From the line with "middle pip: (430, 168)" to the final line of the records, every line is to be duplicated exactly, both of those lines included.

###

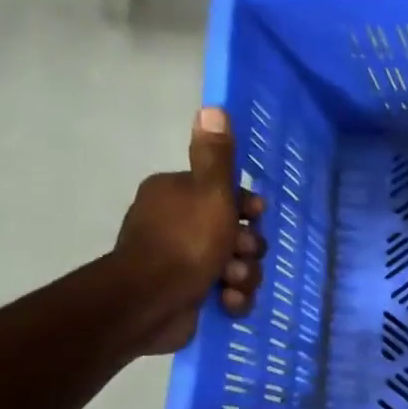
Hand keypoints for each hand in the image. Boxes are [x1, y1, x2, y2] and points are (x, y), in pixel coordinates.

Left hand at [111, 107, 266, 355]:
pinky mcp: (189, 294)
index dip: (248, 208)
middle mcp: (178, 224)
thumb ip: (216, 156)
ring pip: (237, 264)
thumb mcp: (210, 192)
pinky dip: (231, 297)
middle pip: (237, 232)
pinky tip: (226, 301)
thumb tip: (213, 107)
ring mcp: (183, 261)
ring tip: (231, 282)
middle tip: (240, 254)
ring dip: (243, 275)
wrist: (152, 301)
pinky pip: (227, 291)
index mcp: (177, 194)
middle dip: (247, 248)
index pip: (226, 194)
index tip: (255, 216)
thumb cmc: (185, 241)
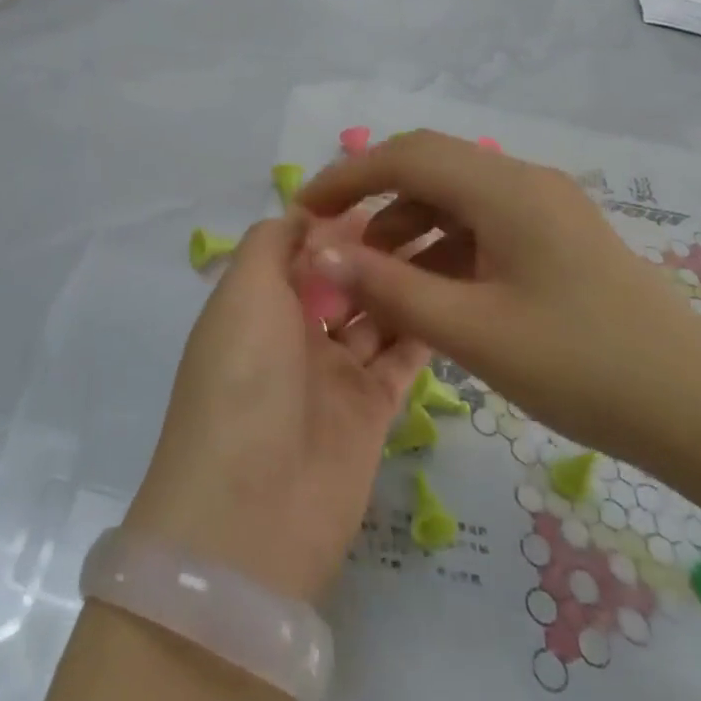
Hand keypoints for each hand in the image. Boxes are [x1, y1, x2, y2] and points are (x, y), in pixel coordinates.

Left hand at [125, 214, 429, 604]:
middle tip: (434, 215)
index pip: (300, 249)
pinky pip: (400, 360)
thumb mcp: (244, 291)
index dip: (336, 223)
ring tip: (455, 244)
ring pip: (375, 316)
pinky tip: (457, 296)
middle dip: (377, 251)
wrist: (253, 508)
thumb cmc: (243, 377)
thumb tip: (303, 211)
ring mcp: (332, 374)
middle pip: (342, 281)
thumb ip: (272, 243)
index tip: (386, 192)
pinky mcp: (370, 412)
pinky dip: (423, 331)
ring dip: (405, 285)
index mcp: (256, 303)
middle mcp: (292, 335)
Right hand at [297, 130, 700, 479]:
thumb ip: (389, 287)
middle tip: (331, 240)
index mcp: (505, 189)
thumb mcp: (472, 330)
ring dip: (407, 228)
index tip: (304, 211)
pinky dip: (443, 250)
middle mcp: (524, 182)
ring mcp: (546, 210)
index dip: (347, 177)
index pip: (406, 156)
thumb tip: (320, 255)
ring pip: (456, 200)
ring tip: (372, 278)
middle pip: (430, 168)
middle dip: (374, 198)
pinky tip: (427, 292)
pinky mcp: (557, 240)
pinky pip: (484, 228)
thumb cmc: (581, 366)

###

Result of the task:
middle pip: (430, 168)
middle dip: (374, 198)
pinky tip: (427, 292)
pinky mcp: (557, 240)
pinky pip: (484, 228)
thumb cmc: (581, 366)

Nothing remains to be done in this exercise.